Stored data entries
☆ ☆ ☆ ☆ ☆ ☆ ☆
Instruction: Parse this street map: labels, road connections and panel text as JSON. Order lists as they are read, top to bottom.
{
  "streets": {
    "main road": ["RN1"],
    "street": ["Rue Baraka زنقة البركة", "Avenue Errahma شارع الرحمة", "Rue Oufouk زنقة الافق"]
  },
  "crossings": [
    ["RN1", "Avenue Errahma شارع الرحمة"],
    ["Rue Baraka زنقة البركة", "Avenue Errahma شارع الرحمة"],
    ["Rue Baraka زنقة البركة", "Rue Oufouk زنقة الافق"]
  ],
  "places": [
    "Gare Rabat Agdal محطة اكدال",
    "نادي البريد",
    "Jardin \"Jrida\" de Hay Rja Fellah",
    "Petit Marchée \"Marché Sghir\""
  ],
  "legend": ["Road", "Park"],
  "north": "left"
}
☆ ☆ ☆ ☆ ☆ ☆ ☆
Task directions -
Every entry above should come back exactly as written.

Output of the task -
Instruction: Parse this street map: labels, road connections and panel text as JSON. Order lists as they are read, top to bottom.
{
  "streets": {
    "main road": ["RN1"],
    "street": ["Rue Baraka زنقة البركة", "Avenue Errahma شارع الرحمة", "Rue Oufouk زنقة الافق"]
  },
  "crossings": [
    ["RN1", "Avenue Errahma شارع الرحمة"],
    ["Rue Baraka زنقة البركة", "Avenue Errahma شارع الرحمة"],
    ["Rue Baraka زنقة البركة", "Rue Oufouk زنقة الافق"]
  ],
  "places": [
    "Gare Rabat Agdal محطة اكدال",
    "نادي البريد",
    "Jardin \"Jrida\" de Hay Rja Fellah",
    "Petit Marchée \"Marché Sghir\""
  ],
  "legend": ["Road", "Park"],
  "north": "left"
}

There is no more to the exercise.